Sounds like the beginning of a religious joke.
17:32 The intrepid Liz Dodd:
Kaitlin, 13, is waiting to see the Popemobile in Parliament Sq. ‘The atmosphere is very exciting, but it’s calm, too’. She’s reading at the Prayer Vigil tomorrow and says she’s nervous but looking forward to it!
17:30 The Holy Father has arrived in Westminster Hall.
17:30 During his trip to France in 2008, Benedict XVI addressed France’s famous “laïcité positive”, the separation of Church and State which allows for a positive dialogue between religion and the state.
Many people, here in France as elsewhere, have reflected on the relations between Church and State. Indeed, Christ had already offered the basic principle for a just solution to the problem of relations between the political sphere and the religious sphere when, in answer to a question, he said: “Render to Caesar the things that are Caesar’s, and to God the things that are God’s”.
While in the notoriously “godless” Czech Republic in 2009 he spoke about freedom and the search for truth.
Freedom seeks purpose: it requires conviction.
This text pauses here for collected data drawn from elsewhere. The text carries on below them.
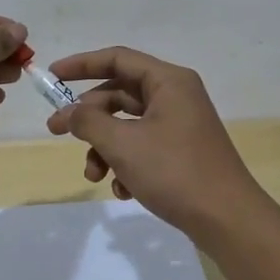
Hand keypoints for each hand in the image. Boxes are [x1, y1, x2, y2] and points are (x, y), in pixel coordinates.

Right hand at [44, 46, 271, 238]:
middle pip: (119, 94)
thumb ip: (88, 122)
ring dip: (104, 148)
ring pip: (128, 126)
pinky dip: (126, 165)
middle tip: (55, 132)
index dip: (81, 64)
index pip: (117, 59)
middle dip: (88, 117)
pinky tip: (123, 191)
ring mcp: (180, 126)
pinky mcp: (181, 153)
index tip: (52, 76)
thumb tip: (67, 113)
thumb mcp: (123, 144)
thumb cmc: (174, 171)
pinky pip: (143, 148)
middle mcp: (176, 96)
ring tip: (94, 176)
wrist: (227, 220)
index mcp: (168, 81)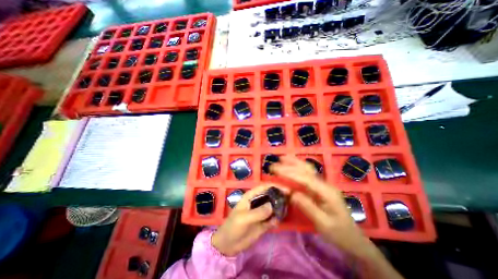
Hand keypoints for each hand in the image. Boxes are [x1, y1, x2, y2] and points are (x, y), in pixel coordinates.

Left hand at [211, 184, 287, 255]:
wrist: (228, 245)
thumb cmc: (233, 227)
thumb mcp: (244, 218)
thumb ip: (258, 212)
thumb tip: (272, 206)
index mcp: (251, 196)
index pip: (264, 187)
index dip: (275, 186)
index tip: (287, 190)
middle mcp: (257, 202)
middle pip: (271, 195)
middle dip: (280, 196)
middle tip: (290, 200)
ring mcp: (261, 212)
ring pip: (273, 206)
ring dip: (280, 207)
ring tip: (286, 210)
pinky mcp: (264, 222)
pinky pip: (273, 218)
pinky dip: (277, 218)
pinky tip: (279, 221)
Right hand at [272, 156, 377, 259]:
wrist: (353, 239)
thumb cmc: (339, 233)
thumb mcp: (323, 224)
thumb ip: (307, 206)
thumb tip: (291, 193)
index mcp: (326, 192)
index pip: (305, 178)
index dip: (289, 173)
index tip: (275, 170)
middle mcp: (324, 184)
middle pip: (306, 169)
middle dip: (290, 164)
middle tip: (275, 163)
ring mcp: (323, 184)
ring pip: (307, 168)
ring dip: (294, 162)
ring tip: (282, 157)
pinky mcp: (319, 187)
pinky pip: (307, 173)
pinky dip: (298, 167)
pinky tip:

True freedom presupposes the search for truth – for the true good – and hence finds its fulfilment precisely in knowing and doing what is right and just. Truth, in other words, is the guiding norm for freedom, and goodness is freedom’s perfection.
17:20 As veteran reporter John Allen Jr says in a piece for CNN: “The UK is, of course, hardly the first place Benedict has faced a tough crowd.”
When asked on the plane whether he was worried by the challenges he would face in Britain, the Holy Father said:
“I must say that I’m not worried, because when I went to France I was told: ‘This will be a most anticlerical country with strong anticlerical currents and with a minimum of faithful.’
“When I went to the Czech Republic it was said: ‘This is the most non-religious country in Europe and even the most anti-clerical’. So Western countries, all have, each in their own specific way, according to their own history, strong anticlerical or anti-Catholic currents, but they always also have a strong presence of faith. So in France and the Czech Republic I saw and experienced a warm welcome by the Catholic community, a strong attention from agnostics, who, however, are searching, who want to know, to find the values that advance humanity and they were very careful to see if they could hear something from me in this respect, and tolerance and respect for those who are anti-Catholic.
“Of course Britain has its own history of anti-Catholicism, this is obvious, but is also a country with a great history of tolerance. And so I’m sure on the one hand, there will be a positive reception from Catholics, from believers in general, and attention from those who seek as we move forward in our time, mutual respect and tolerance. Where there is anti-Catholicism I will go forward with great courage and joy.”
17:15 Claz Gomez is on Lambeth Bridge cheering on the Pope. She’s posted a picture.
17:07 There is a really solemn atmosphere in Westminster Hall. I’ve never seen it set up for a public event before, it’s packed with dignitaries and other members of civil society. Normally it’s an echoing cavern of a Hall.
17:05 Liz Dodd, an intrepid young Catholic reporting for us from Parliament Square
Just got to Parliament Square – filling up with a mixture of pilgrims and bemused city workers. So far only one protester, shouting lines from Monty Python’s Life of Brian through a loudspeaker! Sun is shining, lovely atmosphere. Expecting popemobile soon!
17:00 In his speech to civil society, Pope Benedict is expected to make points about religious liberty and expound on the place of religion in the public sphere. It is expected to be strong and direct.
16:50 Benedict XVI is ensconced in his meeting with the Archbishop of Canterbury while members of civil society await him in Westminster Hall. Lions are sitting next to lambs, with the two former Prime Ministers Gordon Brown and Tony Blair sitting next to each other and Cherie Blair. Former Prime Minister Margaret Thatcher is sitting between William Hague and former Prime MInister John Major. Baroness Thatcher travelled to the Vatican to meet Pope Benedict XVI last year with former editor of the Daily Telegraph and Catholic convert Charles Moore and the Catholic writer Paul Johnson.